> Work to be completed
With pictures removed, output every record below exactly as written.

+ + +

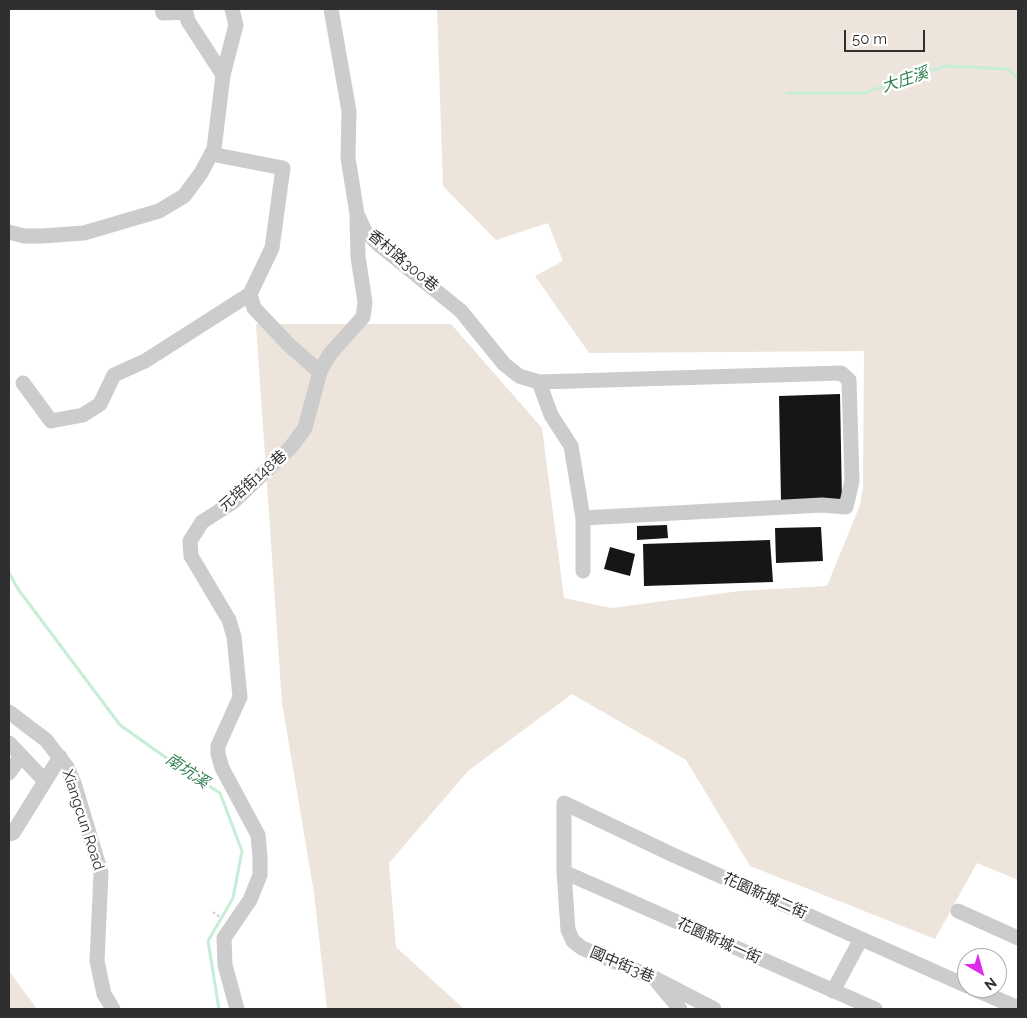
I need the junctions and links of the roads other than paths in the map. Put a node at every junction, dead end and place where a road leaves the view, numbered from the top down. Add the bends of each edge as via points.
1 (162, 9) edge
2 (232, 9) edge
3 (331, 9) edge
4 (185, 10) edge
5 (223, 75) junction
6 (211, 154) junction
7 (358, 214) junction
8 (9, 232) edge
9 (387, 251) junction
10 (358, 257) junction
11 (250, 294) junction
12 (320, 372) junction
13 (539, 382) junction
14 (23, 383) dead end
15 (583, 518) junction
16 (583, 571) dead end
17 (9, 712) edge
18 (9, 744) edge
19 (21, 756) junction
20 (60, 757) junction
21 (9, 773) edge
22 (45, 781) junction
23 (564, 803) joint
24 (9, 834) edge
25 (564, 872) junction
26 (958, 911) dead end
27 (1018, 938) edge
28 (860, 939) junction
29 (654, 978) junction
30 (957, 982) edge
31 (833, 991) junction
32 (995, 998) edge
33 (1018, 1008) edge
34 (113, 1009) edge
35 (237, 1009) edge
36 (680, 1009) edge
37 (714, 1009) edge
38 (874, 1009) edge

1 - 4 street via 163,13
2 - 5 street via 236,26
3 - 7 street, 香村路300巷 via 348,101 348,158
4 - 5 street via 188,21
5 - 6 street
6 - 8 street via 184,196 159,211 84,233 24,236
6 - 11 street via 284,168 272,248
7 - 9 street, 香村路300巷 via 365,230
7 - 10 street, 元培街148巷
9 - 10 street
9 - 13 street, 香村路300巷 via 461,311 504,364 519,376
10 - 12 street, 元培街148巷 via 365,302 363,317 329,356
11 - 12 street via 254,308
11 - 14 street via 145,361 114,375 100,404 83,415 51,420
12 - 35 street, 元培街148巷 via 305,428 291,447 233,502 202,522 190,541 191,556 229,620 234,637 240,697 218,746 218,754 222,768 258,835 260,850 260,875 250,900 224,938 225,965
13 - 15 street via 551,415 571,446
13 - 15 street via 841,373 849,380 852,481 846,507 822,505
15 - 16 street
17 - 20 street, Xiangcun Road via 46,740
18 - 19 street
19 - 21 street
19 - 22 street
20 - 22 street
20 - 34 street, Xiangcun Road via 74,783 102,873 97,961 104,994
22 - 24 street via 13,833
23 - 25 street, 國中街3巷
23 - 28 street, 花園新城二街
25 - 29 street, 國中街3巷 via 568,930 573,941 582,948
25 - 31 street, 花園新城一街
26 - 27 street
28 - 30 street, 花園新城二街
28 - 31 street
29 - 36 street
29 - 37 street, 國中街3巷
31 - 38 street, 花園新城一街
32 - 33 street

+ + +

> Response to the task
I need the junctions and links of the roads other than paths in the map. Put a node at every junction, dead end and place where a road leaves the view, numbered from the top down. Add the bends of each edge as via points.
1 (162, 9) edge
2 (232, 9) edge
3 (331, 9) edge
4 (185, 10) edge
5 (223, 75) junction
6 (211, 154) junction
7 (358, 214) junction
8 (9, 232) edge
9 (387, 251) junction
10 (358, 257) junction
11 (250, 294) junction
12 (320, 372) junction
13 (539, 382) junction
14 (23, 383) dead end
15 (583, 518) junction
16 (583, 571) dead end
17 (9, 712) edge
18 (9, 744) edge
19 (21, 756) junction
20 (60, 757) junction
21 (9, 773) edge
22 (45, 781) junction
23 (564, 803) joint
24 (9, 834) edge
25 (564, 872) junction
26 (958, 911) dead end
27 (1018, 938) edge
28 (860, 939) junction
29 (654, 978) junction
30 (957, 982) edge
31 (833, 991) junction
32 (995, 998) edge
33 (1018, 1008) edge
34 (113, 1009) edge
35 (237, 1009) edge
36 (680, 1009) edge
37 (714, 1009) edge
38 (874, 1009) edge

1 - 4 street via 163,13
2 - 5 street via 236,26
3 - 7 street, 香村路300巷 via 348,101 348,158
4 - 5 street via 188,21
5 - 6 street
6 - 8 street via 184,196 159,211 84,233 24,236
6 - 11 street via 284,168 272,248
7 - 9 street, 香村路300巷 via 365,230
7 - 10 street, 元培街148巷
9 - 10 street
9 - 13 street, 香村路300巷 via 461,311 504,364 519,376
10 - 12 street, 元培街148巷 via 365,302 363,317 329,356
11 - 12 street via 254,308
11 - 14 street via 145,361 114,375 100,404 83,415 51,420
12 - 35 street, 元培街148巷 via 305,428 291,447 233,502 202,522 190,541 191,556 229,620 234,637 240,697 218,746 218,754 222,768 258,835 260,850 260,875 250,900 224,938 225,965
13 - 15 street via 551,415 571,446
13 - 15 street via 841,373 849,380 852,481 846,507 822,505
15 - 16 street
17 - 20 street, Xiangcun Road via 46,740
18 - 19 street
19 - 21 street
19 - 22 street
20 - 22 street
20 - 34 street, Xiangcun Road via 74,783 102,873 97,961 104,994
22 - 24 street via 13,833
23 - 25 street, 國中街3巷
23 - 28 street, 花園新城二街
25 - 29 street, 國中街3巷 via 568,930 573,941 582,948
25 - 31 street, 花園新城一街
26 - 27 street
28 - 30 street, 花園新城二街
28 - 31 street
29 - 36 street
29 - 37 street, 國中街3巷
31 - 38 street, 花園新城一街
32 - 33 street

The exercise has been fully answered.